(Task goal):
Only lines containing "graph" are wanted from the data below. Copy those lines.

(Given entries):

..............................

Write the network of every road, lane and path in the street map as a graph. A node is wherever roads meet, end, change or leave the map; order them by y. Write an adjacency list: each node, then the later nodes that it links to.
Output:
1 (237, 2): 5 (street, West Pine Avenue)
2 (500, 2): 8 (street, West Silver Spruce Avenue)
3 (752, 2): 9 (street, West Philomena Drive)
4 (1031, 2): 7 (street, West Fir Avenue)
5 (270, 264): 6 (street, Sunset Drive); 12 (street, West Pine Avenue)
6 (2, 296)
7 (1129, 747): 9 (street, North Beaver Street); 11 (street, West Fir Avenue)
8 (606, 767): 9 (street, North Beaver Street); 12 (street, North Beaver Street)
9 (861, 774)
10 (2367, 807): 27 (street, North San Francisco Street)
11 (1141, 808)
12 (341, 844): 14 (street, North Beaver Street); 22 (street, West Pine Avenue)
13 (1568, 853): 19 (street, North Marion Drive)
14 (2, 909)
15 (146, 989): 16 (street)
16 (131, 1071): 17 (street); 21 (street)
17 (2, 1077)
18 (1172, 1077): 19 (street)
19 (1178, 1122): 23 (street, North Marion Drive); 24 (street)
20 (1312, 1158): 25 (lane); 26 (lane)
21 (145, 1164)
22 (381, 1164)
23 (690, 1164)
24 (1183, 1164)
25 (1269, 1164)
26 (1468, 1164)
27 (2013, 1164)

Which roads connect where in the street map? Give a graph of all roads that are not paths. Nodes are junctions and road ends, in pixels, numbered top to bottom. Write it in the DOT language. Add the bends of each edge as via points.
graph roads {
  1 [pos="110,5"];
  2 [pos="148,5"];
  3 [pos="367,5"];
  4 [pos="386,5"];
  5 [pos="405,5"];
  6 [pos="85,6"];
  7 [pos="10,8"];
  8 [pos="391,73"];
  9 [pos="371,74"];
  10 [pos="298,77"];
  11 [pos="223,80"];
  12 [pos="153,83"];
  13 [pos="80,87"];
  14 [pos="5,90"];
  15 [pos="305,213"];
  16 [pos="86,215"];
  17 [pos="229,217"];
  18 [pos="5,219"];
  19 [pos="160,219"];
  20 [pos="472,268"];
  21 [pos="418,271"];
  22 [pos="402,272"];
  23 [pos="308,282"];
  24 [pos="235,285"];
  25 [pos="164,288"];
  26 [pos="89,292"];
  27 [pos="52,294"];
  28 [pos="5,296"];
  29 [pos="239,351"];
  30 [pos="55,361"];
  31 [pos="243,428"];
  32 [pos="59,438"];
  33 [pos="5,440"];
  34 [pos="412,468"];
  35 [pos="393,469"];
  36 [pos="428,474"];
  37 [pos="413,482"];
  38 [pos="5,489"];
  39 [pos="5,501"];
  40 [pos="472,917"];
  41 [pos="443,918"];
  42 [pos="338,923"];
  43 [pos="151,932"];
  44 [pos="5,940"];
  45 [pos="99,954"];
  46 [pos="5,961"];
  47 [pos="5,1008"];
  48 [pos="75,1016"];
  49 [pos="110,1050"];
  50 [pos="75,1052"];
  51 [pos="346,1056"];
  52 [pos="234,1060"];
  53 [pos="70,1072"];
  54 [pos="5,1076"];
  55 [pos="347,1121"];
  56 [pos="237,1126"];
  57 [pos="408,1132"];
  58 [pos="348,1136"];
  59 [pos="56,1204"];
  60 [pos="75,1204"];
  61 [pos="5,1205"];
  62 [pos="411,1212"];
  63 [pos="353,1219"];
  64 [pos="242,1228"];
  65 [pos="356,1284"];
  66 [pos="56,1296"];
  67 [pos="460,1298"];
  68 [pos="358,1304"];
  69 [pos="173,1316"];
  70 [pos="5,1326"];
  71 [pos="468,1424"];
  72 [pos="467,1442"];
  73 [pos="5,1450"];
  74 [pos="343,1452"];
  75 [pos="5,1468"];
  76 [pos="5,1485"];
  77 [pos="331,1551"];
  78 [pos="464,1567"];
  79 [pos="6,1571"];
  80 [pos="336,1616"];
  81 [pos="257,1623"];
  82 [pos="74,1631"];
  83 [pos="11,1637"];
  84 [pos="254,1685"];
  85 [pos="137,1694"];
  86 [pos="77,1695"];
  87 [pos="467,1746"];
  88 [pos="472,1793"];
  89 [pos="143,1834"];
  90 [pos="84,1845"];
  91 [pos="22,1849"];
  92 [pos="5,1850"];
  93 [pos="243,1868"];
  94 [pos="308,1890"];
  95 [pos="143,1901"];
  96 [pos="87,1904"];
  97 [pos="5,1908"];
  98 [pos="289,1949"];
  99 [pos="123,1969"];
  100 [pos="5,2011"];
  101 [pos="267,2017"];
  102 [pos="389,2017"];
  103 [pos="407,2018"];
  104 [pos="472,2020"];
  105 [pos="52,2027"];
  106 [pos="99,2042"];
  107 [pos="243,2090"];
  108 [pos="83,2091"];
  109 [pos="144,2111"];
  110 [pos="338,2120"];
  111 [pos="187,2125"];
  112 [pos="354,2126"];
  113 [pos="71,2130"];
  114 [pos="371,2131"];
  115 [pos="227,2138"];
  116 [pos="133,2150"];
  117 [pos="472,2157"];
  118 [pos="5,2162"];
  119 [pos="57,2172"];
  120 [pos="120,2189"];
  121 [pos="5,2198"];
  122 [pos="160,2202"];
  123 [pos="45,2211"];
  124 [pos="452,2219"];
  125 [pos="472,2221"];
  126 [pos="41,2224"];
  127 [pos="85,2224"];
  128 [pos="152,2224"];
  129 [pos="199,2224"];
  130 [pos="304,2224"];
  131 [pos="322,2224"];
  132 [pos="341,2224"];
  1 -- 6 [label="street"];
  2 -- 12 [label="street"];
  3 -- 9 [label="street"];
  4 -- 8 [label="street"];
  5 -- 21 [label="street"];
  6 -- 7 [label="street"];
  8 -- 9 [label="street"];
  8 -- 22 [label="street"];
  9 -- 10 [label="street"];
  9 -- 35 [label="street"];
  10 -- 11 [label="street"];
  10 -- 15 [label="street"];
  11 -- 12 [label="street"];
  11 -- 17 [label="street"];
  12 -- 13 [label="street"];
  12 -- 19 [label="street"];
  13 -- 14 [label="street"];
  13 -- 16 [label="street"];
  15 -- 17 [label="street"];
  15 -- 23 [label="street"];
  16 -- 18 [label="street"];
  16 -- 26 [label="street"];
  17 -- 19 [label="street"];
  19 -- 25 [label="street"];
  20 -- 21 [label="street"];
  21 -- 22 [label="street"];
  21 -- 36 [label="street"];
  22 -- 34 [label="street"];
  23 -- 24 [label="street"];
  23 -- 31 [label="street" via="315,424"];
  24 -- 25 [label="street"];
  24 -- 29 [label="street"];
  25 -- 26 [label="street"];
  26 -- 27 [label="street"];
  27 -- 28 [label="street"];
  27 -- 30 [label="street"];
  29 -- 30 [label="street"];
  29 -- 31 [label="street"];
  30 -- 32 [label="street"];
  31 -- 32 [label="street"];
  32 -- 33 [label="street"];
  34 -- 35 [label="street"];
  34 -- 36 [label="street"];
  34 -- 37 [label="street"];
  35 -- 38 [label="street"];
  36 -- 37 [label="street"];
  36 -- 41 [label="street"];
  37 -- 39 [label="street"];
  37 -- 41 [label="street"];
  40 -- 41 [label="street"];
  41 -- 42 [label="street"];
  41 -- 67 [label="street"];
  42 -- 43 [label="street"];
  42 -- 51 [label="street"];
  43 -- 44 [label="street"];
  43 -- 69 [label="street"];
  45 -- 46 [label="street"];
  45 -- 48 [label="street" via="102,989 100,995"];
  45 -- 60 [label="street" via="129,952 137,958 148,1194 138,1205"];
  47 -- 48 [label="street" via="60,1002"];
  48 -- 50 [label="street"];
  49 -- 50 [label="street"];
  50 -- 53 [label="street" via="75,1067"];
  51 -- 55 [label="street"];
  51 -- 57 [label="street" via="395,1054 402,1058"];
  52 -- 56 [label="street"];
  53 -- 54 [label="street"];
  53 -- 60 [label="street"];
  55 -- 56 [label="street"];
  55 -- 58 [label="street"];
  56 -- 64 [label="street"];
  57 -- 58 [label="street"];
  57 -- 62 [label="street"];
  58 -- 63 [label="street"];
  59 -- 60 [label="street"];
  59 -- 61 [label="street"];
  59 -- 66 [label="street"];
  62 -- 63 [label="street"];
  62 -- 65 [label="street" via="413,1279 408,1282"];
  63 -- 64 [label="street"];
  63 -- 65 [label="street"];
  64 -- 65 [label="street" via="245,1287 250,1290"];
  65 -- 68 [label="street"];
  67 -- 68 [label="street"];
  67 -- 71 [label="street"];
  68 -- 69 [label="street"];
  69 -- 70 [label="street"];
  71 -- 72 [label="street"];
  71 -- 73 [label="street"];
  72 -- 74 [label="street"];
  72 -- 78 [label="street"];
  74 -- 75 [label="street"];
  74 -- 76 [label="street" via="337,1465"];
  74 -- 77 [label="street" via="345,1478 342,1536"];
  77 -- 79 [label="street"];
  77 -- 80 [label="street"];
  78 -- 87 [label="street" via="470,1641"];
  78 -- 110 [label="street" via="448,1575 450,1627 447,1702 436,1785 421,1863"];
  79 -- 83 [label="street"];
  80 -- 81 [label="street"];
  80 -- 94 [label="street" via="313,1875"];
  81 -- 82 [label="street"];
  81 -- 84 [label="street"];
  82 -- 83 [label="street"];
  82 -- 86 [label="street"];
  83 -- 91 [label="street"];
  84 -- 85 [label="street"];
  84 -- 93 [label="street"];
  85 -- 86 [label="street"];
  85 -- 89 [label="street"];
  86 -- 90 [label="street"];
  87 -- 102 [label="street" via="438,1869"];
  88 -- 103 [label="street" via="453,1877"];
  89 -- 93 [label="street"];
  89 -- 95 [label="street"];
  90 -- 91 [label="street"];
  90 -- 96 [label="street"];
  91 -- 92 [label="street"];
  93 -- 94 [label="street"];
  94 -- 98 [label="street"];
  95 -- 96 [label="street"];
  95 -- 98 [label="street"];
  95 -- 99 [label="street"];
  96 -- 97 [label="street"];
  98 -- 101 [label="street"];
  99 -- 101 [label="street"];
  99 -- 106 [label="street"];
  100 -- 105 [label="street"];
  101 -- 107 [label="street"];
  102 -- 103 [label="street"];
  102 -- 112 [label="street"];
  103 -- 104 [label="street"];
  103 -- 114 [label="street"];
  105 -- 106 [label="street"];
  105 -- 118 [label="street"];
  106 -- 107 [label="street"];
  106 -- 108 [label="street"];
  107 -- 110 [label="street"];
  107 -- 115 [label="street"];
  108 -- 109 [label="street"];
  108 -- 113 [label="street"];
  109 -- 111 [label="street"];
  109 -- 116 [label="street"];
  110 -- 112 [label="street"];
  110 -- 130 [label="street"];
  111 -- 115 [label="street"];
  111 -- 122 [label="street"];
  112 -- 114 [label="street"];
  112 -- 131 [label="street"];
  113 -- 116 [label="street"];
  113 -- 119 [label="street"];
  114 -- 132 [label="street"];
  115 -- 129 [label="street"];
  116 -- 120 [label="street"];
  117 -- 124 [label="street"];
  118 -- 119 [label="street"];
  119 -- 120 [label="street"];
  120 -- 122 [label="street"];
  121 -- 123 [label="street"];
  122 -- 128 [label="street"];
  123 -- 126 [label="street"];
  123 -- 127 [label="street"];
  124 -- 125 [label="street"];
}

..............................

(Result of the task):
Write the network of every road, lane and path in the street map as a graph. A node is wherever roads meet, end, change or leave the map; order them by y. Write an adjacency list: each node, then the later nodes that it links to.
Which roads connect where in the street map? Give a graph of all roads that are not paths. Nodes are junctions and road ends, in pixels, numbered top to bottom. Write it in the DOT language. Add the bends of each edge as via points.
graph roads {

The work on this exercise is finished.